Stored data -
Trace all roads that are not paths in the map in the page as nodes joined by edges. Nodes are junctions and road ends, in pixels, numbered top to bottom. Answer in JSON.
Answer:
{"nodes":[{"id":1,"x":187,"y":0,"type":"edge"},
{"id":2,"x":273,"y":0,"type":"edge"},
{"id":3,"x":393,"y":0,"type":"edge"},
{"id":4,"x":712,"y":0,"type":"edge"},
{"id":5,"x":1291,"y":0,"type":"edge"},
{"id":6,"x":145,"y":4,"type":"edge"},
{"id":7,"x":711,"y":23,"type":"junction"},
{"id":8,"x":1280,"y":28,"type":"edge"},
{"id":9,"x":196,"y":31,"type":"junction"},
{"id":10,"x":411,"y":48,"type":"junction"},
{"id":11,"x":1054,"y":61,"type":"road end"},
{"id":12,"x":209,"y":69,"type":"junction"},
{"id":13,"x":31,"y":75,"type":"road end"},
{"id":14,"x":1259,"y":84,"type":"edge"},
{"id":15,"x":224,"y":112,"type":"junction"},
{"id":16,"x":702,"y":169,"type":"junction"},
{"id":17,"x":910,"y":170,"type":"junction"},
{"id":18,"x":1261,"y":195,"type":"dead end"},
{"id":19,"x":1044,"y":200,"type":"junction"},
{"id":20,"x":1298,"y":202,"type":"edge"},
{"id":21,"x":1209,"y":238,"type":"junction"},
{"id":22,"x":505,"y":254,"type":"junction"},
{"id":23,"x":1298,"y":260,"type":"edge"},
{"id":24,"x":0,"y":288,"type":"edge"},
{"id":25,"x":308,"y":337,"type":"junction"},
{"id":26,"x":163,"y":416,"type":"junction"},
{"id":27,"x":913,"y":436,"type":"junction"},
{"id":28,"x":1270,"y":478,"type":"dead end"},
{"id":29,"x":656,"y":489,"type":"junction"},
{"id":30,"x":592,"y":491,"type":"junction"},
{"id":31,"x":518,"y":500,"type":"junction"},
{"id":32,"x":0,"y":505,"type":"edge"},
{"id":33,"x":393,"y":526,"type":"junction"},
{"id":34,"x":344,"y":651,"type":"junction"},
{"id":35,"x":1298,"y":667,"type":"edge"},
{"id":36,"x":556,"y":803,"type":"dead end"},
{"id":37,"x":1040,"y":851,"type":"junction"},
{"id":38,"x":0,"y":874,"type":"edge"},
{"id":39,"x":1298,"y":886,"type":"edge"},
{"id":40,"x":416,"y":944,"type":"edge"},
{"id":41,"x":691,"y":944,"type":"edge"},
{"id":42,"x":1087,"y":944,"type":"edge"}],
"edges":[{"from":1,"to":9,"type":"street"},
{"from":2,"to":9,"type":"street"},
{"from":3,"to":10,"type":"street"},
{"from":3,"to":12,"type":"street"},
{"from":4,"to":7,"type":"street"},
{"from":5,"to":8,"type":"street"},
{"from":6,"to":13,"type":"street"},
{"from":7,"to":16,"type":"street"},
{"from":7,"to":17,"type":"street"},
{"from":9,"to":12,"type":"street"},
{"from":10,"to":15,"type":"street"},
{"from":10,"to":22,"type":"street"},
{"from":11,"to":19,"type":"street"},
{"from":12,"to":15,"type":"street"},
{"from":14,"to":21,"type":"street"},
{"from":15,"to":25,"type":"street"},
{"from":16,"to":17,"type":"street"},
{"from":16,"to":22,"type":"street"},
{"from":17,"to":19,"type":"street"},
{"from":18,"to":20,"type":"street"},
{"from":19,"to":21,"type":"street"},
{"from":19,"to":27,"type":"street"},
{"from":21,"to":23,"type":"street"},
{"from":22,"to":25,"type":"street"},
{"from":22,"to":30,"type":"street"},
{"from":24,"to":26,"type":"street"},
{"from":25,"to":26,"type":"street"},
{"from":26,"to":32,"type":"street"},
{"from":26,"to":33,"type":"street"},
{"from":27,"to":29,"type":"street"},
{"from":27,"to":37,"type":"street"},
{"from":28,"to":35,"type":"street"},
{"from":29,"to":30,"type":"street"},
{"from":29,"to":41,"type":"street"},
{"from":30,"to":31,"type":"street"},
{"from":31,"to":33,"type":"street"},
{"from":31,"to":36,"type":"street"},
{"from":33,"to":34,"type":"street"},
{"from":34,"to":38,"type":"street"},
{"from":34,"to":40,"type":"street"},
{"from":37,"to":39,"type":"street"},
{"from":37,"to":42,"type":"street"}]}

What you need to do - This exercise asks for every line of the records to be repeated exactly.

Task output -
Trace all roads that are not paths in the map in the page as nodes joined by edges. Nodes are junctions and road ends, in pixels, numbered top to bottom. Answer in JSON.
Answer:
{"nodes":[{"id":1,"x":187,"y":0,"type":"edge"},
{"id":2,"x":273,"y":0,"type":"edge"},
{"id":3,"x":393,"y":0,"type":"edge"},
{"id":4,"x":712,"y":0,"type":"edge"},
{"id":5,"x":1291,"y":0,"type":"edge"},
{"id":6,"x":145,"y":4,"type":"edge"},
{"id":7,"x":711,"y":23,"type":"junction"},
{"id":8,"x":1280,"y":28,"type":"edge"},
{"id":9,"x":196,"y":31,"type":"junction"},
{"id":10,"x":411,"y":48,"type":"junction"},
{"id":11,"x":1054,"y":61,"type":"road end"},
{"id":12,"x":209,"y":69,"type":"junction"},
{"id":13,"x":31,"y":75,"type":"road end"},
{"id":14,"x":1259,"y":84,"type":"edge"},
{"id":15,"x":224,"y":112,"type":"junction"},
{"id":16,"x":702,"y":169,"type":"junction"},
{"id":17,"x":910,"y":170,"type":"junction"},
{"id":18,"x":1261,"y":195,"type":"dead end"},
{"id":19,"x":1044,"y":200,"type":"junction"},
{"id":20,"x":1298,"y":202,"type":"edge"},
{"id":21,"x":1209,"y":238,"type":"junction"},
{"id":22,"x":505,"y":254,"type":"junction"},
{"id":23,"x":1298,"y":260,"type":"edge"},
{"id":24,"x":0,"y":288,"type":"edge"},
{"id":25,"x":308,"y":337,"type":"junction"},
{"id":26,"x":163,"y":416,"type":"junction"},
{"id":27,"x":913,"y":436,"type":"junction"},
{"id":28,"x":1270,"y":478,"type":"dead end"},
{"id":29,"x":656,"y":489,"type":"junction"},
{"id":30,"x":592,"y":491,"type":"junction"},
{"id":31,"x":518,"y":500,"type":"junction"},
{"id":32,"x":0,"y":505,"type":"edge"},
{"id":33,"x":393,"y":526,"type":"junction"},
{"id":34,"x":344,"y":651,"type":"junction"},
{"id":35,"x":1298,"y":667,"type":"edge"},
{"id":36,"x":556,"y":803,"type":"dead end"},
{"id":37,"x":1040,"y":851,"type":"junction"},
{"id":38,"x":0,"y":874,"type":"edge"},
{"id":39,"x":1298,"y":886,"type":"edge"},
{"id":40,"x":416,"y":944,"type":"edge"},
{"id":41,"x":691,"y":944,"type":"edge"},
{"id":42,"x":1087,"y":944,"type":"edge"}],
"edges":[{"from":1,"to":9,"type":"street"},
{"from":2,"to":9,"type":"street"},
{"from":3,"to":10,"type":"street"},
{"from":3,"to":12,"type":"street"},
{"from":4,"to":7,"type":"street"},
{"from":5,"to":8,"type":"street"},
{"from":6,"to":13,"type":"street"},
{"from":7,"to":16,"type":"street"},
{"from":7,"to":17,"type":"street"},
{"from":9,"to":12,"type":"street"},
{"from":10,"to":15,"type":"street"},
{"from":10,"to":22,"type":"street"},
{"from":11,"to":19,"type":"street"},
{"from":12,"to":15,"type":"street"},
{"from":14,"to":21,"type":"street"},
{"from":15,"to":25,"type":"street"},
{"from":16,"to":17,"type":"street"},
{"from":16,"to":22,"type":"street"},
{"from":17,"to":19,"type":"street"},
{"from":18,"to":20,"type":"street"},
{"from":19,"to":21,"type":"street"},
{"from":19,"to":27,"type":"street"},
{"from":21,"to":23,"type":"street"},
{"from":22,"to":25,"type":"street"},
{"from":22,"to":30,"type":"street"},
{"from":24,"to":26,"type":"street"},
{"from":25,"to":26,"type":"street"},
{"from":26,"to":32,"type":"street"},
{"from":26,"to":33,"type":"street"},
{"from":27,"to":29,"type":"street"},
{"from":27,"to":37,"type":"street"},
{"from":28,"to":35,"type":"street"},
{"from":29,"to":30,"type":"street"},
{"from":29,"to":41,"type":"street"},
{"from":30,"to":31,"type":"street"},
{"from":31,"to":33,"type":"street"},
{"from":31,"to":36,"type":"street"},
{"from":33,"to":34,"type":"street"},
{"from":34,"to":38,"type":"street"},
{"from":34,"to":40,"type":"street"},
{"from":37,"to":39,"type":"street"},
{"from":37,"to":42,"type":"street"}]}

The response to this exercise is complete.